First, the scoreboard (8:15am):

Dow: 21,003 -113 -0.5%
S&P 500: 2,379 -17 -0.7%
SPI 200 Futures (March – delayed pricing): 5,739 +4 (+0.07%)
AUD/USD: 0.7572 -0.0104 -1.35%

1. Aussie dollar tanks: The Australian currency’s recent resilience broke overnight as it dropped below US76 cents, losing more than 1.3% against the greenback. The drop follows comments from Federal Reserve Governor Lael Brainard, who stated that an interest rate increase would likely be sooner rather than later. More data supporting the Fed’s recent stance came out overnight, as US jobless claims dropped to a 44 year-low of 223,000 for the week ended February 25, under analyst’s expectations of 243,000. Brainard’s comments have previously been more skeptical about the prospects of global growth, but this week she joined other members of the Fed in touting the prospects of a March rate hike following strong economic data in February. The US dollar is up by 0.4% against a basket of currencies.

2. All eyes on Yellen: Federal Reserve Chair Janet Yellen is due to speak in Chicago on Friday, and markets will be watching closely to see if she continues the hawkish sentiments offered by her colleagues this week. Yellen usually puts a strong focus on the labour market when discussing potential rate increases. In addition to a stronger US dollar, US bond yields also increased over night due to the hype around a Fed move. 10-year US treasuries climbed by 1.14 percentage points to 2.49%. Analysts now place the chances of a rate increase at over 80%, up from about 40% just one week ago. Not all analysts agree with the Fed’s bullish sentiments, citing doubts about the detail of the Trump administration’s growth plans and excessive market optimism around fiscal stimulus.

3. Iron ore set to reverse: Iron ore was up 1.2% overnight to $92.36, but the futures market points to a reversal of those gains. The May 2017 iron ore future on the Dalian Commodities Exchange slumped by 4.15% to 669.5 yuan, leaving it at the lowest levels since early February this year. It traded as high as 741.5 yuan less than two weeks ago. Underpinned by higher steel prices, the benchmark iron ore spot price has now risen 17.1% in 2017, extending its gain from the all-time low of $38.30 a tonne struck in mid-December 2015 to 141%.

4. Oil drops on excess supply: Oil prices dropped by more than 2% overnight to around $52 on supply data out of the US, which reported excess inventory of 520.2 million barrels, the highest weekly amount for over 30 years. While the US stockpile is increasing, OPEC remains committed to its efforts in cutting production to end the supply glut.

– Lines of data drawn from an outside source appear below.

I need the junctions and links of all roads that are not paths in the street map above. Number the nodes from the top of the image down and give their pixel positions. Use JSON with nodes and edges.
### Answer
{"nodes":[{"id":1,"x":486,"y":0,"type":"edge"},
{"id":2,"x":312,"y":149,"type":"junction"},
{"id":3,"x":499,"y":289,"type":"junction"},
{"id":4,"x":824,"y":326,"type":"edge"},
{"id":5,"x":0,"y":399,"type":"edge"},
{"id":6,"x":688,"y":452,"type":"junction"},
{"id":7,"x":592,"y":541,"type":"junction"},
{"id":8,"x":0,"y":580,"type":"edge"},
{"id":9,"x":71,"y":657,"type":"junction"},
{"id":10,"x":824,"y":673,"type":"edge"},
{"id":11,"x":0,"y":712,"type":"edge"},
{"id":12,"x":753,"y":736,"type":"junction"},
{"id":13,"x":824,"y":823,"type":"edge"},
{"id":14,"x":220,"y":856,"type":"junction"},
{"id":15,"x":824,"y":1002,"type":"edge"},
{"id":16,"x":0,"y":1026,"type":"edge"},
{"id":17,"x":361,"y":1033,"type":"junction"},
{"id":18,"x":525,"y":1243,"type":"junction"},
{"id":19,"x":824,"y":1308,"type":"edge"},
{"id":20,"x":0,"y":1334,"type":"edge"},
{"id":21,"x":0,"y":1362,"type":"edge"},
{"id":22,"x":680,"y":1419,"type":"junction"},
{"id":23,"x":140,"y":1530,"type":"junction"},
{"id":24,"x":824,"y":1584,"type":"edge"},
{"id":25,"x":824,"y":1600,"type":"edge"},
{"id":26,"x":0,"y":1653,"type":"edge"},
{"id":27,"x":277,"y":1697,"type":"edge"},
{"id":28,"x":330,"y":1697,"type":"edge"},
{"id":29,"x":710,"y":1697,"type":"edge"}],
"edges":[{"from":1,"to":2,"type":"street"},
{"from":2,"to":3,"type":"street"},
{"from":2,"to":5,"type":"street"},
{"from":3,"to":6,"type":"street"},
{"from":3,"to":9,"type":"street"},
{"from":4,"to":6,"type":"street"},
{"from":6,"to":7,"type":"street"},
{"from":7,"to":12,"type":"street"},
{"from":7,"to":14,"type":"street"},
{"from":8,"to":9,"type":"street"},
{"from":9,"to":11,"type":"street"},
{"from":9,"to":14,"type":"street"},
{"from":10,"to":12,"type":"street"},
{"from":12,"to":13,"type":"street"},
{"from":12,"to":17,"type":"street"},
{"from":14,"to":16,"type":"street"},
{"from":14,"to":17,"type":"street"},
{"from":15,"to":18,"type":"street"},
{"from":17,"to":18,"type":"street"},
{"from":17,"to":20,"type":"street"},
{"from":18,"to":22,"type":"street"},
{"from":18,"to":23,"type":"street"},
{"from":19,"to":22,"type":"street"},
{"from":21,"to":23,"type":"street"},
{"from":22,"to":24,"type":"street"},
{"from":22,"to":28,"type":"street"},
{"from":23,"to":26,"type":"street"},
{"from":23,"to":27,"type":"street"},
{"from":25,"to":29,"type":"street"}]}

5. Stocks to tread water: ASX 200 futures point to a little changed or slightly lower opening after a rally on Thursday. US stocks recorded their worst day since January as investors paused to assess whether the recent rally has run too fast and too far.

6. OECD warns on Australia housing again: Macrofinancial indicators underline the threat from the housing market, with house prices and related indicators pointing to continued vulnerability, the Organisation for Economic Co-operation and Development said in its Australia economic survey. The market may not ease gently but develop into a rout on prices and demand with significant macroeconomic implications.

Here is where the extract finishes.